Cognitive incompatibility: One cannot simultaneously believe in religion and accept science
Strategic exclusion: We should exclude religious believers even if [they say] they accept science.
I will talk about “compatibilism”, and “incompatibilism”, and “inclusivism” and “exclusivism”, to make sure what is being discussed. We can generally refer to this as “accommodationism”and “nonaccommodationism”.
Now when we talk about cognitive compatibilism, what are we referring to with the adjective “cognitive”? We might mean any of a number of things. We might mean that one can in fact conceive of a God and do science properly. That is to say, one could hold the beliefs “there is a God” and “science is knowledge” simultaneously. This is in fact true –many scientists hold both ideas. But we may mean something stricter: perhaps one cannot hold both these beliefs consistently. Let us call this rational incompatibilism. Holding these beliefs may rationally conflict (this is to be discussed later). Or, they may not, in which case we would assert rational compatibilism.
The strongest form of cognitive incompatibilism would be to say, as a matter of fact, that one cannot hold these two beliefs simultaneously; that one or the other has to be trimmed. These cognitive views therefore run from weakest (cognitive compatibilism) to rational compatibilism to rational incompatibilism to strongest (cognitive incompatibilism).
Strategic issues come in the context of scientific institutions and associations either including or excluding religious belief or believers. Here the question is two-fold. We can say that religious beliefs are inclusionary or exclusionary within science. This is about the content of the beliefs. Or we can put this in terms of the believers. One is a logical matter, and the other is a sociological matter.
If we are talking about beliefs, then the question is whether to permit religious beliefs within the practice or results of scientific activity or not. The sense of permit here is itself open to interpretation. We can mean it in a permissive or normative sense, for instance (as when Scott excluded beliefs from the “proper” sphere of scientific activism) or we can mean it in the sense of it being consistent with scientific work. If you take the normative sense, then it becomes a duty of pro-science advocates to include or exclude religious beliefs, respectively for inclusivists or exclusivists. That is, if you take the stance you do, and you think belief from religious (and other) traditions has a proper role or not, then you have a moral obligation to act in a particular manner.

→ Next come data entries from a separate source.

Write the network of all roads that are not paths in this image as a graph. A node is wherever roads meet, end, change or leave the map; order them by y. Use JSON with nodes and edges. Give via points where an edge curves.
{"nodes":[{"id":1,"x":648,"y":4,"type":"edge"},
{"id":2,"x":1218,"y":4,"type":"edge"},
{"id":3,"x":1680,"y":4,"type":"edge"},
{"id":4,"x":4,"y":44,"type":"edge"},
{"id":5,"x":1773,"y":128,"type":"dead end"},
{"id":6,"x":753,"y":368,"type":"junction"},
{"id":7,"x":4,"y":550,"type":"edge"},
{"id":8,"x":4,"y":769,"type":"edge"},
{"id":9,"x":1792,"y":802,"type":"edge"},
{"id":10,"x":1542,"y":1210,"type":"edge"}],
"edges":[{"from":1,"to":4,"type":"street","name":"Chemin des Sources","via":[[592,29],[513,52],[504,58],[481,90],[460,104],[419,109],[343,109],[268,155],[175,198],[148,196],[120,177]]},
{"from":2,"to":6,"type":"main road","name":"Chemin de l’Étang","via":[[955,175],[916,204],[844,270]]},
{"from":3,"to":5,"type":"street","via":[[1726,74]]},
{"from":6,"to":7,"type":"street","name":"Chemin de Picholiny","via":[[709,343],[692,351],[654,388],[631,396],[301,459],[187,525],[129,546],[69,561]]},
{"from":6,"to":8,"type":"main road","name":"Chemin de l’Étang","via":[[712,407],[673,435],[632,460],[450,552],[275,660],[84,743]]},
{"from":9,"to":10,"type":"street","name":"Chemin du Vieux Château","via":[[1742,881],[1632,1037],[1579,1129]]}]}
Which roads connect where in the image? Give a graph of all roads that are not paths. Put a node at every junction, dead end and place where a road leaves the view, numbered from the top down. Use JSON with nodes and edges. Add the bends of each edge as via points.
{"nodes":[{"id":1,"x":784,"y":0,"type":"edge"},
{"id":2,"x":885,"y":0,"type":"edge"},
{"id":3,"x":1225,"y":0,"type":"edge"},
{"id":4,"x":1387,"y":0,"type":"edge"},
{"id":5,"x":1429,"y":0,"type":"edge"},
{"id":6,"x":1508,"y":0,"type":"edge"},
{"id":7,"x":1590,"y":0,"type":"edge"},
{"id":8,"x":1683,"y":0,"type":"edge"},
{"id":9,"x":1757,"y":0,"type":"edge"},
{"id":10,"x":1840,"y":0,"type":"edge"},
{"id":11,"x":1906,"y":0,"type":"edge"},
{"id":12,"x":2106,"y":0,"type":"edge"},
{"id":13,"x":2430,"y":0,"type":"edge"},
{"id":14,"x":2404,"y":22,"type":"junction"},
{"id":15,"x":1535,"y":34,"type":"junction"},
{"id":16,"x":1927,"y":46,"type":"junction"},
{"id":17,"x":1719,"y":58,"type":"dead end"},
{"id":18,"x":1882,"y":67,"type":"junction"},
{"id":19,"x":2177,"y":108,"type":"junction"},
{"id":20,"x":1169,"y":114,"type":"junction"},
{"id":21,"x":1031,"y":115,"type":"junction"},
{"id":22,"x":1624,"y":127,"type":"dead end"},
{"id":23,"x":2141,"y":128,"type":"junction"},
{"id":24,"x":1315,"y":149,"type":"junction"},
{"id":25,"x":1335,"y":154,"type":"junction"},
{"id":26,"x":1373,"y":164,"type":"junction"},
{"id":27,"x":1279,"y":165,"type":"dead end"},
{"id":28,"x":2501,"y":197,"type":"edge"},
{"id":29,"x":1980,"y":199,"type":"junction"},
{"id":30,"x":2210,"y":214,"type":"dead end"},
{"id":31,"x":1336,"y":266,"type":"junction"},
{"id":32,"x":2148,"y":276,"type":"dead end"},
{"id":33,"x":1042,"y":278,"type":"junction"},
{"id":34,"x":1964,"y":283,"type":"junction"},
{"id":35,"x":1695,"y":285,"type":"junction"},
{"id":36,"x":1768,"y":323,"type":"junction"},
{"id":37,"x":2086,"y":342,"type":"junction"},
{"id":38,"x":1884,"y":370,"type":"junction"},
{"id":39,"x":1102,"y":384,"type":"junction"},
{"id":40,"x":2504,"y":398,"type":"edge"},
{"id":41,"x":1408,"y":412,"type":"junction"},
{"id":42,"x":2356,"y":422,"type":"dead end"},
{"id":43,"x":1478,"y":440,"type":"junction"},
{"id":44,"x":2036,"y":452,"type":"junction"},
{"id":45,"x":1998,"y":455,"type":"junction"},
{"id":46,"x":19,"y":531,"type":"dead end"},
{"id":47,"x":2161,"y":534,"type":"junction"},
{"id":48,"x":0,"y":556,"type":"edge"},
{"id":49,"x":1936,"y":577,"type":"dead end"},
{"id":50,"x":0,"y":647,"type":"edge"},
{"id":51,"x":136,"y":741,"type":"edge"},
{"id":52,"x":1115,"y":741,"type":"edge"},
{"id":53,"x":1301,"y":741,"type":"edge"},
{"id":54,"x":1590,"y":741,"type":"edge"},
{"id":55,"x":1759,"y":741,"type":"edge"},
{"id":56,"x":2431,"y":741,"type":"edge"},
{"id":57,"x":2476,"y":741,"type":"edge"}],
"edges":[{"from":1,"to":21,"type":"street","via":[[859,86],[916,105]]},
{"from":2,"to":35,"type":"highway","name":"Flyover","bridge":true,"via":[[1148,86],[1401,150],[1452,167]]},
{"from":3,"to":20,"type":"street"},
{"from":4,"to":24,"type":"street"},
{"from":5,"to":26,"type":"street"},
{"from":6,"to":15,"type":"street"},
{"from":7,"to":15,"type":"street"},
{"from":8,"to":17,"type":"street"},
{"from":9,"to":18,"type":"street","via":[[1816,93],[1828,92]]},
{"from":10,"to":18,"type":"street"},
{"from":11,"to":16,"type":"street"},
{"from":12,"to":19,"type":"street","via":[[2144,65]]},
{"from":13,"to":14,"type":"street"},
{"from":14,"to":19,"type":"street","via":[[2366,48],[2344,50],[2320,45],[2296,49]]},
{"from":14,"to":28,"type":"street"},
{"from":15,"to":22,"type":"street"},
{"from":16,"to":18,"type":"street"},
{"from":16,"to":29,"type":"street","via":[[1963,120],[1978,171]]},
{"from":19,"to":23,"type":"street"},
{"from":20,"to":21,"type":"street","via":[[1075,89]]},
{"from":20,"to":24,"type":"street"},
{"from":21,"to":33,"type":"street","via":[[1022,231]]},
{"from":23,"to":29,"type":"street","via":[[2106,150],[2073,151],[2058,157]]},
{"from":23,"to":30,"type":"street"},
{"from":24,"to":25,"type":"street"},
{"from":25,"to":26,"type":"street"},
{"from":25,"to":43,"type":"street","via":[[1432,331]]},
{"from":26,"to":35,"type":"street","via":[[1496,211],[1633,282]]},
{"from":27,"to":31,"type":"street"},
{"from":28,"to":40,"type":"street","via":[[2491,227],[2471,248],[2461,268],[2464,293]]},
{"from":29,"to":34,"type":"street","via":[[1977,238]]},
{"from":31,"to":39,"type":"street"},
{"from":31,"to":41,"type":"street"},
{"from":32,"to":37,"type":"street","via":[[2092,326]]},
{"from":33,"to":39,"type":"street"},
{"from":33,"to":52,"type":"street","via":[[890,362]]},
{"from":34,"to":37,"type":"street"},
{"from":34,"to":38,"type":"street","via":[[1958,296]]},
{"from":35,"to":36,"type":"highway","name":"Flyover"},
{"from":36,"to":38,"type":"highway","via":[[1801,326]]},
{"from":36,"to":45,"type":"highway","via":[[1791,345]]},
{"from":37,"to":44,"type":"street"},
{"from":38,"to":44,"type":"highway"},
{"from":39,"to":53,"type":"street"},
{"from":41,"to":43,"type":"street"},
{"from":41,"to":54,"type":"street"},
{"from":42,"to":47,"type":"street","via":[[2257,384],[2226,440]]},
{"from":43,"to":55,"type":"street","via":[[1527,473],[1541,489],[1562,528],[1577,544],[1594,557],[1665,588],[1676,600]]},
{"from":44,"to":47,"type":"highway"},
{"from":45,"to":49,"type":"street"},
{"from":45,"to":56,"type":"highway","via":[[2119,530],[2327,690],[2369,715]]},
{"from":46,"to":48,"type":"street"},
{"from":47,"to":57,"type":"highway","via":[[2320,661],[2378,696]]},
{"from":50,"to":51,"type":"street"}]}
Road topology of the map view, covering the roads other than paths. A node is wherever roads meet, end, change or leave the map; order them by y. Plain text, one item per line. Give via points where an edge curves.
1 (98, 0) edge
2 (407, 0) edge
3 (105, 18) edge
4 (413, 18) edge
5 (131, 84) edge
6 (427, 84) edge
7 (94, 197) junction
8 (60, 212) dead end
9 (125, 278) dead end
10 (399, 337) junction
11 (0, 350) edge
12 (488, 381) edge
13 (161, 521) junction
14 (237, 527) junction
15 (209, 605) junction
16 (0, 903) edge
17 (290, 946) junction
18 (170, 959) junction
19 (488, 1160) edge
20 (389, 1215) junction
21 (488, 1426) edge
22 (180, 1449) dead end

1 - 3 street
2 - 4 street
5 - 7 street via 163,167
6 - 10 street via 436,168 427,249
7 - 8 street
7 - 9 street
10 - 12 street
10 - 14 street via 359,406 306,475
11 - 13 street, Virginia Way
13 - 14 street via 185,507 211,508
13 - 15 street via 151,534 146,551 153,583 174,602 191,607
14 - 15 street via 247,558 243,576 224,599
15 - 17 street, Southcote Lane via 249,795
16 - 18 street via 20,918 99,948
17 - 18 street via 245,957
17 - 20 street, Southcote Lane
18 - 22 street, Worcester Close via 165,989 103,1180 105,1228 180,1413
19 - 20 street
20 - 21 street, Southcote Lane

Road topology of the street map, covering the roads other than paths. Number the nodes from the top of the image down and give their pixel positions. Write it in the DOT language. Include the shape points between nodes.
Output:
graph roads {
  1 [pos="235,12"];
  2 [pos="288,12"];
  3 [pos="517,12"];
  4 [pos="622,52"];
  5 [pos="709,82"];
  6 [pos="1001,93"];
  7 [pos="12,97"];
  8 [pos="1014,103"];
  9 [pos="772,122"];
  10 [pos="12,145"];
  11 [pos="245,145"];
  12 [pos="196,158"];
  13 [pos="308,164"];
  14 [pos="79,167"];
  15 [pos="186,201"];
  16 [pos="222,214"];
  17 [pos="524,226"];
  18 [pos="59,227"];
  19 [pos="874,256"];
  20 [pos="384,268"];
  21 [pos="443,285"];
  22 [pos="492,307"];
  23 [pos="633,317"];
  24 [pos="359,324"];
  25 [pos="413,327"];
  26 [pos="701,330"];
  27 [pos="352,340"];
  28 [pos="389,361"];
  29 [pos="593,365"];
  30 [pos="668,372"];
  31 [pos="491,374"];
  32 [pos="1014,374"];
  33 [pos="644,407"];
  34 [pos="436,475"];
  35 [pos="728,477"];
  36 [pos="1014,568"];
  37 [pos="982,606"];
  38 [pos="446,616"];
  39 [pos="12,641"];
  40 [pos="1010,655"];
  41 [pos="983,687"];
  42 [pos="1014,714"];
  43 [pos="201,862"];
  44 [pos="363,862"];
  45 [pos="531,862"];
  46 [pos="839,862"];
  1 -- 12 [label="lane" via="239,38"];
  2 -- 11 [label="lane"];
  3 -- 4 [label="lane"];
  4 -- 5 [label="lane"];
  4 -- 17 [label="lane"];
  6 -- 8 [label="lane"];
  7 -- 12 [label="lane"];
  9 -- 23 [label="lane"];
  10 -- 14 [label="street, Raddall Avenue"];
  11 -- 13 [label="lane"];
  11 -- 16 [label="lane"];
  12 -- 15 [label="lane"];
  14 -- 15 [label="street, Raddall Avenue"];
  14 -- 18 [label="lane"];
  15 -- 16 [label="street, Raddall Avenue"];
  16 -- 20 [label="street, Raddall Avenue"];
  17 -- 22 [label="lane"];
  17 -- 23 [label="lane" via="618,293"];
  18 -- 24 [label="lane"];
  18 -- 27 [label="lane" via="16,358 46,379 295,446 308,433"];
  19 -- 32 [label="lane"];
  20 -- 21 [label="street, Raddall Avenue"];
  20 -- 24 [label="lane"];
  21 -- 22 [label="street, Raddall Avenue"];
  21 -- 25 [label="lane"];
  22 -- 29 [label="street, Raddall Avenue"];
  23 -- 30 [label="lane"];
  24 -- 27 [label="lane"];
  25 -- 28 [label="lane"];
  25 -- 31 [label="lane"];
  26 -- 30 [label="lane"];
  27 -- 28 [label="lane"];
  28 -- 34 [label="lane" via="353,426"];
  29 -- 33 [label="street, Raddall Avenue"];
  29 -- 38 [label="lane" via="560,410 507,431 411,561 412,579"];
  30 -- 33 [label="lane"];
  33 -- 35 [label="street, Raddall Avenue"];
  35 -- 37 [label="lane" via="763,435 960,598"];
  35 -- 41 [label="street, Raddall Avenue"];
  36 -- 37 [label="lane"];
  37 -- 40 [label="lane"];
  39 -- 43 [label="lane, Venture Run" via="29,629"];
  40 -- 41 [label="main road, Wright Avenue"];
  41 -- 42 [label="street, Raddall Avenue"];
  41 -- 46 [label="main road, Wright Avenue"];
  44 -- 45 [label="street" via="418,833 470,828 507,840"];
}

Sociological issues, however, are different from this. If the question is whether or not believers, the actual real people who have religious beliefs and are pro-science or scientists, should be permitted to be a part of the scientific endeavour and advocacy, then you start to move into the territory of licensing and banning people from science. I take it that nobody argues explicitly that religious believers should be banned from or forced to be a part of the scientific community, but some of the rhetoric comes very close. For example, when the evolutionary biologist and Catholic Ken Miller testified in the Dover trial about intelligent design in schools, I recall many pro-science advocates objecting to his inclusion in the expert witnesses for the plaintiffs. Likewise, when Catholic Francisco Ayala, an ex-Jesuit priest and renowned evolutionary biologist, was elected to the presidency of the AAAS in 1995, many exclusivists objected on online forums. In both cases the sticking point was their religious beliefs rather than their science or public advocacy of the science.
The sociological debates are perhaps the most unpleasant aspects of this topic. They often cross the line from reasoned debate to ad hominem rhetorical flourishes, and represent a kind of moral purity desired by those who object to religion in public life. I will not further consider this unless it comes up in the context of cognitive exclusivism, as it deserves no careful consideration. If you, the reader disagree, then we have no real discussion. In a free society, or something vaguely resembling it, such strictures smack of censorship and the abuse of privilege.
A matrix of choices
This all gives us the following matrix of choices of the relation of religion to science:
It should be clear that to adopt an accommodative position on, say, religion and advocacy, is not to be accommodative with regards to beliefs, or any other combination. All accommodationists are not restricted to just those choices in the accommodative row, nor are non-accommodationists restricted to just the non-accommodative row. These are independent issues, and we must be careful not to presume that because someone takes one position they must take all the others associated with an accommodative or non-accomodative stance.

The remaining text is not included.